WHAT YOU HAVE TO DO: From the records below, extract all the text exactly and leave the images behind.
--- PROVIDED INFORMATION Enclosed Below ---
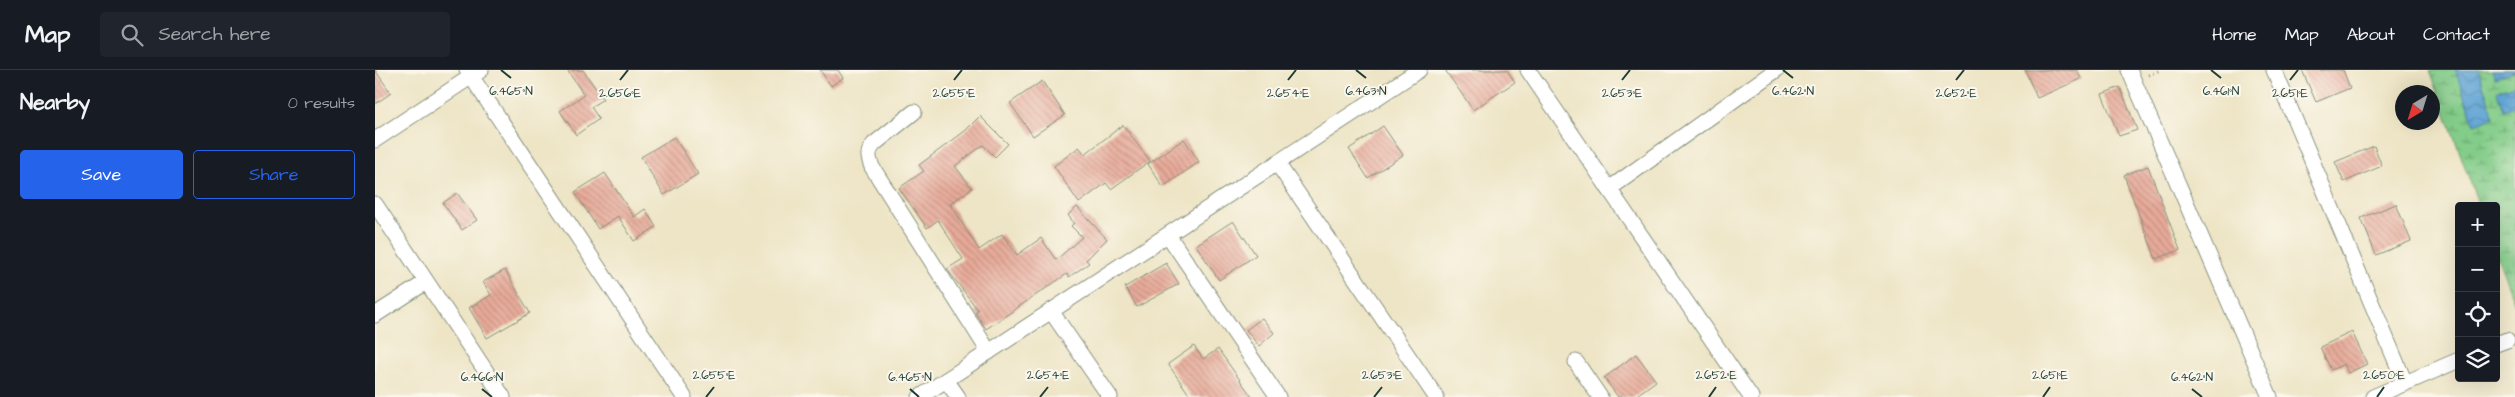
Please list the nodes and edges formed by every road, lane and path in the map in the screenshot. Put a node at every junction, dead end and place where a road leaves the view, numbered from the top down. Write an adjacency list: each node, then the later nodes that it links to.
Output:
1 (1419, 70): 9 (street)
2 (1528, 70): 10 (street)
3 (1776, 70): 10 (street)
4 (2129, 70): 30 (street)
5 (2274, 70): 20 (street)
6 (473, 72): 8 (street); 22 (street)
7 (914, 112): 16 (street)
8 (375, 140)
9 (1277, 163): 12 (street); 27 (street)
10 (1609, 189): 29 (street)
11 (375, 204): 13 (street)
12 (1168, 235): 14 (street); 26 (street)
13 (426, 282): 15 (street); 21 (street)
14 (1051, 311): 16 (street); 25 (street)
15 (375, 315)
16 (989, 352): 19 (street)
17 (1576, 362): 28 (street)
18 (2455, 362): 20 (street)
19 (946, 380): 23 (street); 24 (street)
20 (2405, 383): 31 (street)
21 (503, 397)
22 (684, 397)
23 (920, 397)
24 (958, 397)
25 (1111, 397)
26 (1278, 397)
27 (1437, 397)
28 (1599, 397)
29 (1751, 397)
30 (2270, 397)
31 (2373, 397)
--- End of Enclosed PROVIDED INFORMATION ---
THE ANSWER:
Please list the nodes and edges formed by every road, lane and path in the map in the screenshot. Put a node at every junction, dead end and place where a road leaves the view, numbered from the top down. Write an adjacency list: each node, then the later nodes that it links to.
Output:
1 (1419, 70): 9 (street)
2 (1528, 70): 10 (street)
3 (1776, 70): 10 (street)
4 (2129, 70): 30 (street)
5 (2274, 70): 20 (street)
6 (473, 72): 8 (street); 22 (street)
7 (914, 112): 16 (street)
8 (375, 140)
9 (1277, 163): 12 (street); 27 (street)
10 (1609, 189): 29 (street)
11 (375, 204): 13 (street)
12 (1168, 235): 14 (street); 26 (street)
13 (426, 282): 15 (street); 21 (street)
14 (1051, 311): 16 (street); 25 (street)
15 (375, 315)
16 (989, 352): 19 (street)
17 (1576, 362): 28 (street)
18 (2455, 362): 20 (street)
19 (946, 380): 23 (street); 24 (street)
20 (2405, 383): 31 (street)
21 (503, 397)
22 (684, 397)
23 (920, 397)
24 (958, 397)
25 (1111, 397)
26 (1278, 397)
27 (1437, 397)
28 (1599, 397)
29 (1751, 397)
30 (2270, 397)
31 (2373, 397)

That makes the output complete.